Data block —
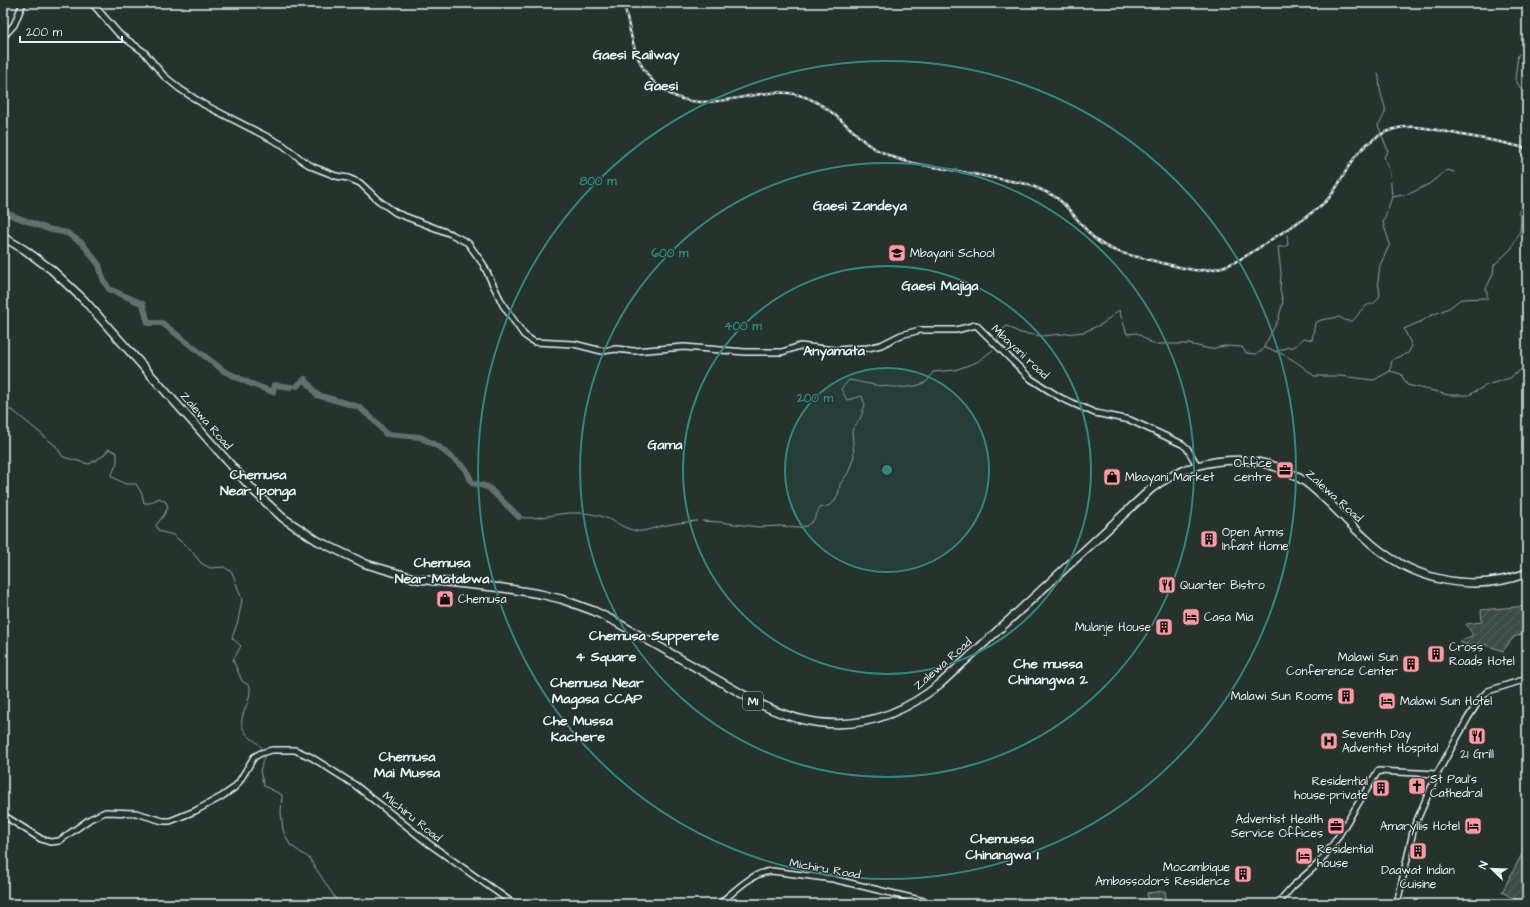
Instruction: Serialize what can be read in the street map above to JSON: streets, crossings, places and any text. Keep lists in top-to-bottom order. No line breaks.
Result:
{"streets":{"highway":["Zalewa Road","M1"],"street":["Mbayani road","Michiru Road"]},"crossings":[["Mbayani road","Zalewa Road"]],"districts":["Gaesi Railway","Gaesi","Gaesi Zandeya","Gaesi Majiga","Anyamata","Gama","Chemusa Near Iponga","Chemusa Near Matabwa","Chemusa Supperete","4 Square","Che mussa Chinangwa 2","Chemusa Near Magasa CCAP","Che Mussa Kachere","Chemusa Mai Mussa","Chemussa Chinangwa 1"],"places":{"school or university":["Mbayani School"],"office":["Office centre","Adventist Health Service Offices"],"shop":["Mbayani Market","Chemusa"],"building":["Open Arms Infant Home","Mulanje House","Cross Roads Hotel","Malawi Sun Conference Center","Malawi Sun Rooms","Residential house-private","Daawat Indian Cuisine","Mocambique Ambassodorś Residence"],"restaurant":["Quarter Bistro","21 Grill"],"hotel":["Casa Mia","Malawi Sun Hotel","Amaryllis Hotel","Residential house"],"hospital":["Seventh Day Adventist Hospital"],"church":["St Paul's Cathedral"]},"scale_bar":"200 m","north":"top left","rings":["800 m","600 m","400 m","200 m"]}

Aim of the task —
Repeat the listing above exactly, omitting the pictures it contains.

Exercise response —
Instruction: Serialize what can be read in the street map above to JSON: streets, crossings, places and any text. Keep lists in top-to-bottom order. No line breaks.
Result:
{"streets":{"highway":["Zalewa Road","M1"],"street":["Mbayani road","Michiru Road"]},"crossings":[["Mbayani road","Zalewa Road"]],"districts":["Gaesi Railway","Gaesi","Gaesi Zandeya","Gaesi Majiga","Anyamata","Gama","Chemusa Near Iponga","Chemusa Near Matabwa","Chemusa Supperete","4 Square","Che mussa Chinangwa 2","Chemusa Near Magasa CCAP","Che Mussa Kachere","Chemusa Mai Mussa","Chemussa Chinangwa 1"],"places":{"school or university":["Mbayani School"],"office":["Office centre","Adventist Health Service Offices"],"shop":["Mbayani Market","Chemusa"],"building":["Open Arms Infant Home","Mulanje House","Cross Roads Hotel","Malawi Sun Conference Center","Malawi Sun Rooms","Residential house-private","Daawat Indian Cuisine","Mocambique Ambassodorś Residence"],"restaurant":["Quarter Bistro","21 Grill"],"hotel":["Casa Mia","Malawi Sun Hotel","Amaryllis Hotel","Residential house"],"hospital":["Seventh Day Adventist Hospital"],"church":["St Paul's Cathedral"]},"scale_bar":"200 m","north":"top left","rings":["800 m","600 m","400 m","200 m"]}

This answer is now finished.